Morphological properties of 2D symmetric Airy beams extracted from the stationary wave approximation
Pith reviewed 2026-05-24 16:43 UTC · model grok-4.3
The pith
Stationary phase approximation locates and classifies phase singularities in symmetric Airy beams.
A machine-rendered reading of the paper's core claim, the machinery that carries it, and where it could break.
Core claim
The stationary wave approximation, built on critical points from caustics, yields conditions to identify the number of waves interfering constructively or destructively at key positions in 2D symmetric Airy beams. This enables distinguishing and classifying phase singularities like optical vortices and dislocations in both paraxial and nonparaxial regimes, as verified by numerical simulations.
What carries the argument
Stationary phase approximation applied to the light field at critical points identified by geometrical optics caustics.
Load-bearing premise
The stationary phase approximation remains accurate for locating and classifying morphological features even when the nonparaxial regime produces roots up to order 6 and when a longitudinal electric-field component is included.
What would settle it
Numerical integration of the nonparaxial Airy beam field including the longitudinal component showing phase singularity types or locations that differ from stationary phase predictions at the critical points.
Figures
read the original abstract
We explore the morphological properties of symmetric Airy beams in the paraxial and nonparaxial regimes. We consider a 2D electromagnetic realization with a single transverse component of the electric field, and in the nonparaxial regime, the longitudinal component along the optic axis. The general structure of these beams is analyzed with the combination of several approaches: geometrical optics through the use of caustics, the asymptotic wave properties of the light field using the stationary wave approximation and numerical integration. The geometrical optics approach involves locating the critical points that are later used in the stationary phase approximation. In the paraxial regime the highest order of the roots is 3, while in the nonparaxial regime, the order can be of up to 6. The technique yields conditions to identify interesting features on the beam, like the number of waves interfering constructively/destructively at the critical positions. The results are confirmed by the numerical simulations. In this way it is possible to distinguish and classify phase singularities like optical vortices and dislocations. The developed algorithm could be used to study any structured light field.
Editorial analysis
A structured set of objections, weighed in public.
Referee Report
Summary. The manuscript analyzes morphological properties of 2D symmetric Airy beams in paraxial and nonparaxial regimes via geometrical optics (caustics to locate critical points), stationary-phase approximation for wave asymptotics, and numerical integration. Paraxial roots reach order 3 and nonparaxial up to order 6; the method supplies explicit conditions for constructive/destructive interference at those points and classifies phase singularities (vortices, dislocations). Results are stated to be confirmed by numerics, with the algorithm positioned as applicable to general structured light fields.

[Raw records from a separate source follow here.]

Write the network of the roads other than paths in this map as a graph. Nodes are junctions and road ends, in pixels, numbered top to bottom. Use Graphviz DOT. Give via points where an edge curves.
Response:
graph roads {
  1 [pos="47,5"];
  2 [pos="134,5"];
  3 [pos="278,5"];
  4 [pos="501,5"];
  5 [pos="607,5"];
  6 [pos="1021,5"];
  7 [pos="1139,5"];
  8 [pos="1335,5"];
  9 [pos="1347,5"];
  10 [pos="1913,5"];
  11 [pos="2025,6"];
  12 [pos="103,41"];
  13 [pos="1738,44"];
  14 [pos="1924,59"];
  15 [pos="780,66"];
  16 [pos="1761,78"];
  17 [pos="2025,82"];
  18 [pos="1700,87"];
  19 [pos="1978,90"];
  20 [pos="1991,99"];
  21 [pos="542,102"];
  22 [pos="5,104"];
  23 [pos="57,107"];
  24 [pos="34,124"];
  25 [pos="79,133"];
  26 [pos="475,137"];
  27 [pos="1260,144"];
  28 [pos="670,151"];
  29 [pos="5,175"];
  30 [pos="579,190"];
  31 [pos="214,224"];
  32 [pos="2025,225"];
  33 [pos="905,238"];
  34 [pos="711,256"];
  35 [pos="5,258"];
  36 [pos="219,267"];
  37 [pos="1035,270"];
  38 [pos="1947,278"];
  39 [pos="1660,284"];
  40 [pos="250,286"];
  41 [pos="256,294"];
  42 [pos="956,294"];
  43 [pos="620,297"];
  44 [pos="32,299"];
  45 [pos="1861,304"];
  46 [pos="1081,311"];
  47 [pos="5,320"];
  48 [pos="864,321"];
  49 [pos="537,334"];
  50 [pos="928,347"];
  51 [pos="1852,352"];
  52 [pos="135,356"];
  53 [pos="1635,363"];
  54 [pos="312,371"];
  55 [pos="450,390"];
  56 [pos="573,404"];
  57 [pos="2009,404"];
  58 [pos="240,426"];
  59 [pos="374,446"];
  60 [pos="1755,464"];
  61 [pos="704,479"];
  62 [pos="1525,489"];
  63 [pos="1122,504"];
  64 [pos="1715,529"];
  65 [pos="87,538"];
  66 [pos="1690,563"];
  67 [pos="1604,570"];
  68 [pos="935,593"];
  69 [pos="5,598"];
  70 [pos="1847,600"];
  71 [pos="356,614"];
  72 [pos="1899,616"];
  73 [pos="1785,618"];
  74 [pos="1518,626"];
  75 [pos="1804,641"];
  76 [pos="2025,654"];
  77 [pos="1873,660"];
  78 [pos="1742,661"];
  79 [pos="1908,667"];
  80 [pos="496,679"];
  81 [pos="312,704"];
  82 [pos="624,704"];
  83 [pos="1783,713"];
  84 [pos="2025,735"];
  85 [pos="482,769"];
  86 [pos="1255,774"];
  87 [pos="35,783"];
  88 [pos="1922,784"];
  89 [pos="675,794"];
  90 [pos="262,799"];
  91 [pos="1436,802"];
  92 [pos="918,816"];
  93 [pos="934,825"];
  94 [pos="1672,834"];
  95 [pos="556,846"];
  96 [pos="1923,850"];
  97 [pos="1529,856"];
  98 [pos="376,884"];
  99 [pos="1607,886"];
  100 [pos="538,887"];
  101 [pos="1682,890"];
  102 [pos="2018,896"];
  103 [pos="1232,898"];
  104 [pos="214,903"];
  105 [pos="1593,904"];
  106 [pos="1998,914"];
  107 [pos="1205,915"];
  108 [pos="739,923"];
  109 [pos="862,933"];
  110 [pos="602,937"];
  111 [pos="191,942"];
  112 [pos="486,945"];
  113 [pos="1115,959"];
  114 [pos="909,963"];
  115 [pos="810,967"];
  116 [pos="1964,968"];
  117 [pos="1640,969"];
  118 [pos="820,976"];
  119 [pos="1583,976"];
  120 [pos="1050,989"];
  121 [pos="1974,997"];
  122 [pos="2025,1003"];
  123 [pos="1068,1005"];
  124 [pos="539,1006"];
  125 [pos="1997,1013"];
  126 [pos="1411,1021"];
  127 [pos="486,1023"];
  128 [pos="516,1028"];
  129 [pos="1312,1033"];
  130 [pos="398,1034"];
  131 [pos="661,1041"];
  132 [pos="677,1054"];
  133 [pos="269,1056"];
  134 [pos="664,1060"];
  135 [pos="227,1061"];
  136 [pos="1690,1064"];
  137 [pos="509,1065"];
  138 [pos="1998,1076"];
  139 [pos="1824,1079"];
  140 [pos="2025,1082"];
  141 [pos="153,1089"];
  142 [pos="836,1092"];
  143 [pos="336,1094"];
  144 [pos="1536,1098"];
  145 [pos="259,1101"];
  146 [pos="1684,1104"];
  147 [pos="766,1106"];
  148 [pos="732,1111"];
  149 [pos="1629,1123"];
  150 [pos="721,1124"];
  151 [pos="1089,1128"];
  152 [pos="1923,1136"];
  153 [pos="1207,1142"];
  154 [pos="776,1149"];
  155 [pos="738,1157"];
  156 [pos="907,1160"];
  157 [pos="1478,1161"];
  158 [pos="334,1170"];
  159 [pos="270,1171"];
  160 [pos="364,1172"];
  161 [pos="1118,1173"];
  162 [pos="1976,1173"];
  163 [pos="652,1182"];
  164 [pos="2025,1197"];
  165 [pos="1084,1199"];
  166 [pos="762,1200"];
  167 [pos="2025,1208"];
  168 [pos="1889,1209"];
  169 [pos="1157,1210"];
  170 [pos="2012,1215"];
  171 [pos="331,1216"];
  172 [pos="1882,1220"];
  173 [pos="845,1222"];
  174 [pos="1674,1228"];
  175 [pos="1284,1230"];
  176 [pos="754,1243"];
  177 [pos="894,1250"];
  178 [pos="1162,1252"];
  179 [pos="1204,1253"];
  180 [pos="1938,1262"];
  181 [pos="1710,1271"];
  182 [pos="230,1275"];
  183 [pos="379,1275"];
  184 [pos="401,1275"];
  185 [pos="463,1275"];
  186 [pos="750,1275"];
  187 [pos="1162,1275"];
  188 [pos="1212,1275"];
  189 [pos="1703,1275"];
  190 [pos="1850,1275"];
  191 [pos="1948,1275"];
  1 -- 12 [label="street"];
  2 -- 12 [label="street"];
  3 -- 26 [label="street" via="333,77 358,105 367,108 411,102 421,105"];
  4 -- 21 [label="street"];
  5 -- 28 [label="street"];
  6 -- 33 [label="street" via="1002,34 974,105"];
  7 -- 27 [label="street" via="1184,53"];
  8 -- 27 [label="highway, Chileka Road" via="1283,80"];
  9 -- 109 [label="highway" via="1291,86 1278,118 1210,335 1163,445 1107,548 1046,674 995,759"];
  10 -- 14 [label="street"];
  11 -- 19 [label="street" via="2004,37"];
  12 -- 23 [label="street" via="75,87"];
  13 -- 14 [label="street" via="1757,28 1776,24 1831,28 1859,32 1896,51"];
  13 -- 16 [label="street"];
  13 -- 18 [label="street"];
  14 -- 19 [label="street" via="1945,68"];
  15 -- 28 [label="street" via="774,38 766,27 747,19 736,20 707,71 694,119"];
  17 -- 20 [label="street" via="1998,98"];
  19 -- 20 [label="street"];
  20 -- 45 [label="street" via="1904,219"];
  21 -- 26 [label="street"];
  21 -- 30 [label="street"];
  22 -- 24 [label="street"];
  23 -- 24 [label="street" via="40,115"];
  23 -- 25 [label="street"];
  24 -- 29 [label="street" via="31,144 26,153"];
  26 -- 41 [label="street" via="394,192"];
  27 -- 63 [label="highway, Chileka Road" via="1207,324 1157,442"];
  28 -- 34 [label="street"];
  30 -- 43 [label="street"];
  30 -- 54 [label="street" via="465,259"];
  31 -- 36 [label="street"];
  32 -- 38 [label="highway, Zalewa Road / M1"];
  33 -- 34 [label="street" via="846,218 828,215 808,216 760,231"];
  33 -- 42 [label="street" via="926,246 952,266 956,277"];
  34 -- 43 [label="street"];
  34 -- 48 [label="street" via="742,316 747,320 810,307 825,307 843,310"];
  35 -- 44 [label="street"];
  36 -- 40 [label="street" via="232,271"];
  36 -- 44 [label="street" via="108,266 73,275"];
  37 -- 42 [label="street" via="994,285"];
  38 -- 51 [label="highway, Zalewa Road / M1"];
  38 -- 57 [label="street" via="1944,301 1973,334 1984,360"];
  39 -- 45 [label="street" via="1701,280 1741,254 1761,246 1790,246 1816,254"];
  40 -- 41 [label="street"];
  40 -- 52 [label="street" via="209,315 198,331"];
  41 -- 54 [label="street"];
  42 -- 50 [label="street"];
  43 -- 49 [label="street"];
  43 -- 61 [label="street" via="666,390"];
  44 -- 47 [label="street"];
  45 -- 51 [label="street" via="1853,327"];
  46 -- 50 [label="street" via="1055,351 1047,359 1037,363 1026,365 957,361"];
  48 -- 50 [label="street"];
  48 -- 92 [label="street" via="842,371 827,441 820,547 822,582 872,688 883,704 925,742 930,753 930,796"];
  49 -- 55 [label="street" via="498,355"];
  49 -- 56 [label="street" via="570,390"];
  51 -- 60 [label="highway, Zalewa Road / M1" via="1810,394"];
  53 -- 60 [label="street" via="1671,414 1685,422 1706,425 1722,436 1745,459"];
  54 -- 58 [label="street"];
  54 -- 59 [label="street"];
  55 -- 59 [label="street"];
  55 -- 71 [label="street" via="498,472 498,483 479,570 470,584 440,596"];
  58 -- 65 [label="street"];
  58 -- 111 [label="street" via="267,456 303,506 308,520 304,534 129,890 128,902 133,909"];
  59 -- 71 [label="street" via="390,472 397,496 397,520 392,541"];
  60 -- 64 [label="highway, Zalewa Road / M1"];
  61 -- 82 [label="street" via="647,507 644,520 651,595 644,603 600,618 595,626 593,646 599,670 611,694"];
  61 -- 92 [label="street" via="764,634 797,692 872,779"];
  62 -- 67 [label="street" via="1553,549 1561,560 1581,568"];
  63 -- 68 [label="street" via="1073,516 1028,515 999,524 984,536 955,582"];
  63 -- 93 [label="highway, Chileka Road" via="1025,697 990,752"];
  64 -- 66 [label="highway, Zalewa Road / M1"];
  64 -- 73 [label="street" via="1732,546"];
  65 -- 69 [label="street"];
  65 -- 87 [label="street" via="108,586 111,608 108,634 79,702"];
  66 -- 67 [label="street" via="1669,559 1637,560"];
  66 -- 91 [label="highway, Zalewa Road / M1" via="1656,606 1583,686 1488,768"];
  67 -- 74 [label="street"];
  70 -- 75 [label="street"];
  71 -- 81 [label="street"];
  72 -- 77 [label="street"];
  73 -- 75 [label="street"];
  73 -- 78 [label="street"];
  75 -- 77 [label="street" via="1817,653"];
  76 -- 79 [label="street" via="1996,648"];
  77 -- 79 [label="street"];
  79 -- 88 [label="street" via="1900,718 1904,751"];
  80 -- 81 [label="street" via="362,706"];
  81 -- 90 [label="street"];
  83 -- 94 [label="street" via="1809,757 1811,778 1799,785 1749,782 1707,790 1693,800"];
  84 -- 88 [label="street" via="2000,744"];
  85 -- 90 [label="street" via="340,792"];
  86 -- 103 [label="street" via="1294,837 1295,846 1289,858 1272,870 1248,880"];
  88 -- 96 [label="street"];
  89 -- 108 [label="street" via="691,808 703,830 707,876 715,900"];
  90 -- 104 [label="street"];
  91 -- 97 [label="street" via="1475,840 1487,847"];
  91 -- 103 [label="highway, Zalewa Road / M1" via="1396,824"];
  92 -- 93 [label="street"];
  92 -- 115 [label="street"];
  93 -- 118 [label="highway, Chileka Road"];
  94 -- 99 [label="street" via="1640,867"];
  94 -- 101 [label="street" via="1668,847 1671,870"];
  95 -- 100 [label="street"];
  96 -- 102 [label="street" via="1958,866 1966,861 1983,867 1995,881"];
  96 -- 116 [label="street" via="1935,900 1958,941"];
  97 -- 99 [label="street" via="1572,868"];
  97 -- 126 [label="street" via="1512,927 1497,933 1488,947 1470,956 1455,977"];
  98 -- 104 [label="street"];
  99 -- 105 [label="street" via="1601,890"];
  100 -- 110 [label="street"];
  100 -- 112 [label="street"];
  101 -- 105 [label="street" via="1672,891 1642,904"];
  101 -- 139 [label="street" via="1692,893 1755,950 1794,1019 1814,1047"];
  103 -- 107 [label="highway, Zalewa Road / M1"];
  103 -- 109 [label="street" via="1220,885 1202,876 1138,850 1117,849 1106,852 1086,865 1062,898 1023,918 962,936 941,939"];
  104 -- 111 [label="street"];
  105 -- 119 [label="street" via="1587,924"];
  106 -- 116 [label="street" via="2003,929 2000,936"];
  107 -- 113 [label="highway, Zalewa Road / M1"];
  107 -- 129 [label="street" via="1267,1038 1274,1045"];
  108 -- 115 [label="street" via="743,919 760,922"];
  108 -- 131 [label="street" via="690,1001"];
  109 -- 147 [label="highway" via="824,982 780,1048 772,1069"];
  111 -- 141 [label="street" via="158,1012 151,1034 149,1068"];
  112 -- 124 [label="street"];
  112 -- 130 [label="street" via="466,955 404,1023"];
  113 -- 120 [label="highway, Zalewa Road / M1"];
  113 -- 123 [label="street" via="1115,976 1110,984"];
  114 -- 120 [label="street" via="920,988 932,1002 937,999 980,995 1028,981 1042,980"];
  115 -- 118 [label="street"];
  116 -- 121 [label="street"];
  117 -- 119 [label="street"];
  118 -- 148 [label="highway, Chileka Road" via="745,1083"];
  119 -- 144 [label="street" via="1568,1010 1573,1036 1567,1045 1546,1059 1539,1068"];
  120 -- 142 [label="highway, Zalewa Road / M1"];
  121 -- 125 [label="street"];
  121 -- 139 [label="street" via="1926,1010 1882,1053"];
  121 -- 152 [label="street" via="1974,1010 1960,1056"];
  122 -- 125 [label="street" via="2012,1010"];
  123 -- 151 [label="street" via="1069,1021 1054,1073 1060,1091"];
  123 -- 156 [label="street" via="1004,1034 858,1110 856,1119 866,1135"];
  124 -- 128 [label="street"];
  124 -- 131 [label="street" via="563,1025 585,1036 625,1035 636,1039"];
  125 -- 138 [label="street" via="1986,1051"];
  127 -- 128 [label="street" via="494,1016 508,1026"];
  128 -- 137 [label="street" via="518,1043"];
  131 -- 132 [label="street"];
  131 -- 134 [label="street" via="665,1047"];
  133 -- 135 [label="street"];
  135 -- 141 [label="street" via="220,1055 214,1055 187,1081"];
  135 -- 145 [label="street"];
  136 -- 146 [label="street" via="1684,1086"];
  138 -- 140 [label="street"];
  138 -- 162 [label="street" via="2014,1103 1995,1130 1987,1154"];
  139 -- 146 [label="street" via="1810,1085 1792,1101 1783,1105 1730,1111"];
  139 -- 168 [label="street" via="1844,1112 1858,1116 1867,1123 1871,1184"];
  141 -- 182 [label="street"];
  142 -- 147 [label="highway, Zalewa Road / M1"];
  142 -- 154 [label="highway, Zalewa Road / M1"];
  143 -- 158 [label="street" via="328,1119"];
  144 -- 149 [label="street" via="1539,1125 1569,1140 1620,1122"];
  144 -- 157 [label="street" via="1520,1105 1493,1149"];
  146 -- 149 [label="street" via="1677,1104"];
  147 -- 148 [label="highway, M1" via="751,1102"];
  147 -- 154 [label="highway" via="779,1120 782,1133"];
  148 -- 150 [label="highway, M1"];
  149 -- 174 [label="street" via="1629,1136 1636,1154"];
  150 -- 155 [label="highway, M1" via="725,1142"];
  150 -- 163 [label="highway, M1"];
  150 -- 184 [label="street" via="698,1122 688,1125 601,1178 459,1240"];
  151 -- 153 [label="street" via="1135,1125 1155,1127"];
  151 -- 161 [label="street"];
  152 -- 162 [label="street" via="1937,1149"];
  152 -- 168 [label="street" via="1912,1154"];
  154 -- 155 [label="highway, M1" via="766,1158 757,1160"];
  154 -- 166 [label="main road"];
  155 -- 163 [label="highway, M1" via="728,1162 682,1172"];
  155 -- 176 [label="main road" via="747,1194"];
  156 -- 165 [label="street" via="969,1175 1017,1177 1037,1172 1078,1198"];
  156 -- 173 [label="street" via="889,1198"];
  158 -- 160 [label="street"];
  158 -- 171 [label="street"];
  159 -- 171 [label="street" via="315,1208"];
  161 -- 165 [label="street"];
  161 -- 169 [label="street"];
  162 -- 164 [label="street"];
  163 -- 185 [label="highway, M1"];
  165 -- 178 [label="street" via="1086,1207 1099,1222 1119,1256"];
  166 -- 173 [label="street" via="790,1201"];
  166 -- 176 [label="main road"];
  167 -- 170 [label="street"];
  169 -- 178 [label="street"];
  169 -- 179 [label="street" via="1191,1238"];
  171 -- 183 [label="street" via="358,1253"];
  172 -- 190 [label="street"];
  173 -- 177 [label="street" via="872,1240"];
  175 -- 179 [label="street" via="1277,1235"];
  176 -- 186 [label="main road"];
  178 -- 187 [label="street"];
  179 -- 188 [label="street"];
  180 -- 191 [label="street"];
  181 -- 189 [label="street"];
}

Significance. If the stationary-phase treatment remains quantitatively accurate for the higher-order degeneracies, the work supplies a concrete procedure for extracting interference counts and singularity types from beam profiles. The explicit numerical cross-checks and the inclusion of the longitudinal E_z component constitute positive elements that strengthen the central claim.
major comments (1)
- [nonparaxial regime analysis] Nonparaxial regime (roots of order up to 6): the stationary-phase conditions for locating interference features and classifying singularities are derived from the elementary stationary-phase formula. Standard stationary-phase asymptotics apply to isolated simple or low-order stationary points (Airy/Pearcey); an order-6 degeneracy requires a distinct higher-order canonical integral whose leading term differs. The manuscript does not indicate that uniform asymptotic expansions or higher-order corrections were employed when the longitudinal E_z component is restored. This directly affects the reported interference counts and singularity classifications, which are load-bearing for the central claim.
minor comments (1)
- The abstract states that numerical integration confirms the stationary-phase predictions but does not specify the grid resolution, error metrics, or whether the comparison was performed before or after parameter tuning.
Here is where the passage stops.